= Leap2020 =

LEAP (Laboratoire Européen d'Anticipation Politique, English: European Laboratory of Political Anticipation) is a think tank established to analyse and anticipate global economic developments from a European perspective and to publish a paid-subscription monthly economic forecast bulletin. It was founded in 1997 under the title "Europe2020" by Marie-Helene Caillol (the current president of LEAP since its founding) and Franck Biancheri, the founder of the European student network AEGEE (Association des États Generaux de l'Europe) and one of the few pan-European parties, Newropeans and relaunched as LEAP in 2005. LEAP claims to be the first European website of anticipation, independent from any government or lobby. In 2006, LEAP examined the possibility of a great depression similar to the breakdown of the stock markets in 1929, which is labelled "Global Systemic Crisis".

== History ==
LEAP/Europe2020 was born from the sudden awareness, at the turn of the 1990s, that the European project was heading towards a dead end by lack of mid-term visibility. Either depending too much on the ruling class or mere «national think-tanks», research centres were unable to comprehend the European dimension.

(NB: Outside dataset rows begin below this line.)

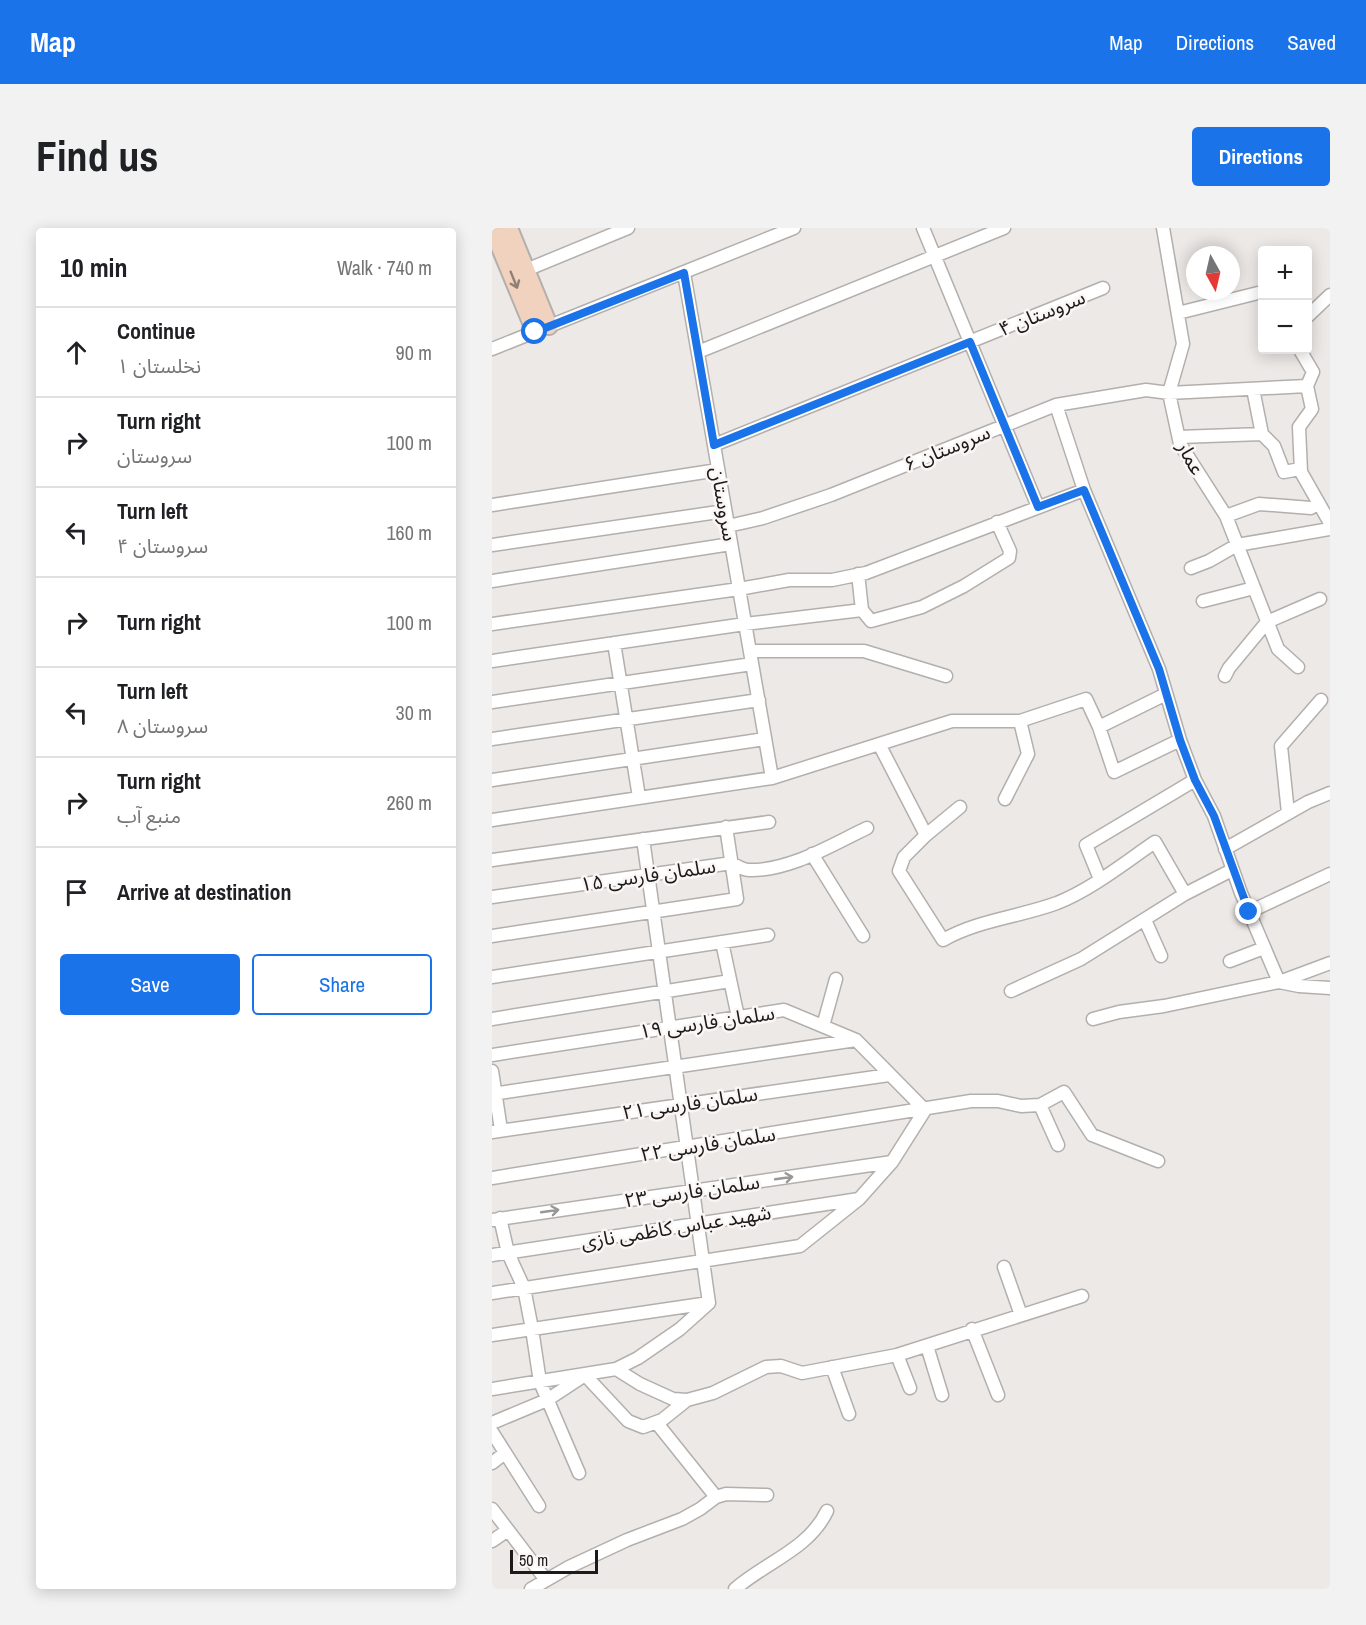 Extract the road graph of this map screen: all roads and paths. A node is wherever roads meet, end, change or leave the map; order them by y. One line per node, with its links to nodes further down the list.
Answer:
1 (509, 228): 9 (street)
2 (628, 228): 9 (street)
3 (794, 228): 10 (street)
4 (923, 228): 8 (street)
5 (1004, 228): 8 (street)
6 (1163, 228): 15 (street, عمار)
7 (494, 238): 16 (street, one-way to 16)
8 (935, 257): 17 (street); 19 (street)
9 (526, 270): 16 (street)
10 (684, 273): 16 (street); 19 (street, سروستان)
11 (1103, 288): 17 (street, سروستان ۴)
12 (1258, 293): 15 (street)
13 (1330, 295): 14 (street)
14 (1312, 312)
15 (1178, 313): 23 (street, عمار)
16 (542, 329): 18 (street)
17 (970, 342): 25 (street); 28 (street, سروستان ۴)
18 (492, 348)
19 (698, 352): 28 (street, سروستان)
20 (1302, 354): 21 (street)
21 (1307, 386): 22 (street, سروستان ۶); 29 (street)
22 (1253, 389): 23 (street, سروستان ۶); 26 (street)
23 (1169, 393): 24 (street, سروستان ۶); 27 (street, عمار)
24 (1056, 405): 25 (street, سروستان ۶); 31 (street)
25 (1004, 425): 33 (street); 39 (street, سروستان ۶)
26 (1262, 434): 27 (street); 29 (street)
27 (1179, 437): 36 (street, عمار)
28 (714, 445): 30 (street, سروستان)
29 (1300, 469): 38 (street)
30 (718, 470): 32 (street); 35 (street, سروستان)
31 (1084, 490): 33 (street); 62 (street)
32 (492, 505)
33 (1038, 507): 37 (street)
34 (1311, 508): 36 (street)
35 (726, 511): 39 (street, سروستان); 42 (street)
36 (1226, 516): 43 (street, عمار)
37 (997, 522): 45 (street); 51 (street)
38 (1330, 523)
39 (728, 526): 41 (street, سروستان)
40 (1330, 529): 43 (street)
41 (731, 544): 46 (street); 48 (street, سروستان)
42 (492, 545)
43 (1238, 545): 44 (street); 47 (street, عمار)
44 (1191, 568)
45 (858, 574): 48 (street); 51 (street)
46 (492, 581)
47 (1254, 588): 50 (street); 52 (street, عمار)
48 (739, 589): 53 (street); 54 (street, سروستان)
49 (1320, 599): 52 (street)
50 (1203, 601)
51 (862, 610): 54 (street)
52 (1267, 622): 58 (street, عمار); 59 (street)
53 (492, 624)
54 (745, 624): 55 (street); 56 (street, سروستان)
55 (614, 643): 57 (street); 61 (street)
56 (751, 657): 60 (street); 61 (street); 63 (street, سروستان)
57 (492, 661)
58 (1298, 667)
59 (1225, 675)
60 (946, 676)
61 (620, 683): 65 (street); 66 (street)
62 (1166, 694): 68 (street); 71 (street)
63 (759, 700): 66 (street); 70 (street, سروستان)
64 (1321, 700): 81 (street)
65 (492, 702)
66 (626, 720): 69 (street); 73 (street)
67 (1020, 721): 68 (street); 72 (street); 79 (street)
68 (1099, 727): 71 (street)
69 (492, 739)
70 (765, 739): 73 (street); 74 (street, سروستان)
71 (1180, 740): 76 (street)
72 (879, 744): 74 (street); 86 (street)
73 (633, 759): 75 (street); 78 (street)
74 (772, 778): 78 (street)
75 (492, 780)
76 (1195, 780): 88 (street); 95 (street)
77 (1330, 793): 81 (street)
78 (639, 797): 82 (street)
79 (1005, 799)
80 (960, 807): 86 (street)
81 (1288, 813): 88 (street)
82 (492, 820)
83 (769, 822): 84 (street)
84 (726, 828): 87 (street); 91 (street)
85 (867, 828): 89 (street, سلمان فارسی ۱۵)
86 (926, 835): 95 (street)
87 (643, 839): 90 (street); 93 (street)
88 (1225, 849): 92 (street)
89 (812, 854): 91 (street, سلمان فارسی ۱۵); 103 (street)
90 (492, 860)
91 (732, 863): 93 (street, سلمان فارسی ۱۵); 98 (street)
92 (1232, 870): 96 (street); 99 (street)
93 (648, 874): 97 (street, سلمان فارسی ۱۵); 98 (street)
94 (1330, 874): 99 (street)
95 (1100, 879): 96 (street)
96 (1185, 894): 100 (street)
97 (492, 897)
98 (653, 912): 102 (street); 106 (street)
99 (1249, 912): 105 (street)
100 (1145, 920): 107 (street); 115 (street)
101 (768, 935): 104 (street)
102 (492, 936)
103 (863, 936)
104 (722, 942): 106 (street); 112 (street)
105 (1264, 948): 108 (street); 113 (street)
106 (658, 952): 110 (street); 116 (street)
107 (1161, 956)
108 (1230, 961)
109 (1330, 963): 113 (street)
110 (492, 977)
111 (836, 979): 120 (street)
112 (730, 981): 116 (street); 117 (street)
113 (1279, 982): 114 (street); 119 (street)
114 (1330, 988)
115 (1011, 991)
116 (664, 993): 118 (street); 121 (street)
117 (738, 1017): 120 (street, سلمان فارسی ۱۹); 121 (street, سلمان فارسی ۱۹)
118 (492, 1019)
119 (1093, 1019)
120 (823, 1026): 122 (street, سلمان فارسی ۱۹)
121 (669, 1028): 123 (street, سلمان فارسی ۱۹); 124 (street)
122 (856, 1040): 124 (street); 126 (street, سلمان فارسی ۱۹)
123 (492, 1054)
124 (675, 1067): 127 (street); 128 (street)
125 (492, 1071): 127 (street)
126 (889, 1075): 128 (street, سلمان فارسی ۲۱); 130 (street, سلمان فارسی ۱۹)
127 (494, 1094): 131 (street)
128 (680, 1105): 131 (street, سلمان فارسی ۲۱); 133 (street)
129 (1040, 1105): 130 (street, سلمان فارسی ۲۲); 132 (street); 134 (street)
130 (925, 1110): 133 (street, سلمان فارسی ۲۲); 135 (street)
131 (496, 1131)
132 (1058, 1145)
133 (686, 1147): 136 (street, سلمان فارسی ۲۲); 137 (street)
134 (1158, 1161)
135 (892, 1162): 137 (street, سلمان فارسی ۲۳, one-way to 135); 138 (street)
136 (492, 1178)
137 (692, 1191): 139 (street, سلمان فارسی ۲۳, one-way to 137); 140 (street)
138 (859, 1199): 140 (street, شهید عباس کاظمی نازی); 143 (street)
139 (496, 1219): 141 (street)
140 (697, 1223): 141 (street, شهید عباس کاظمی نازی); 143 (street)
141 (508, 1253): 142 (street, شهید عباس کاظمی نازی); 145 (street)
142 (492, 1255)
143 (703, 1261): 145 (street); 148 (street)
144 (1004, 1267): 149 (street)
145 (524, 1288): 146 (street); 150 (street)
146 (492, 1293)
147 (1082, 1296): 149 (street)
148 (709, 1303): 150 (street); 156 (street)
149 (1021, 1315): 151 (street)
150 (532, 1329): 152 (street); 158 (street)
151 (972, 1329): 153 (street); 162 (street)
152 (492, 1335)
153 (927, 1346): 154 (street); 161 (street)
154 (897, 1355): 155 (street); 159 (street)
155 (832, 1367): 164 (street); 165 (street)
156 (616, 1370): 157 (street); 164 (street)
157 (585, 1375): 158 (street); 163 (street); 166 (street)
158 (540, 1382): 160 (street); 163 (street)
159 (910, 1388)
160 (492, 1389)
161 (942, 1395)
162 (998, 1395)
163 (547, 1400): 167 (street); 171 (street)
164 (687, 1400): 166 (street)
165 (849, 1414)
166 (656, 1422): 173 (street)
167 (492, 1424)
168 (492, 1432): 169 (street)
169 (505, 1453): 170 (street); 174 (street)
170 (492, 1463)
171 (579, 1473)
172 (767, 1495): 173 (street)
173 (716, 1497): 179 (street)
174 (539, 1506)
175 (492, 1509): 177 (street)
176 (827, 1510): 181 (street)
177 (508, 1530): 178 (street); 179 (street)
178 (492, 1540)
179 (546, 1580): 180 (street)
180 (531, 1589)
181 (735, 1589)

LEAP/Europe2020's approach therefore consisted of building the structural and methodological means needed to propose a substantial political project to the European Union.

The group really started gaining momentum when the Santer Commission resigned in 1999. Since 1995, they had anticipated that the European institutions would encounter problems because its machinery lacked democratic mechanisms. When the Santer crisis confirmed their analysis, the work conducted by LEAP/Europe2020's researchers was acknowledged. National and European public organizations became interested in taking part in the conferences organized by the group and eager to receive their reports.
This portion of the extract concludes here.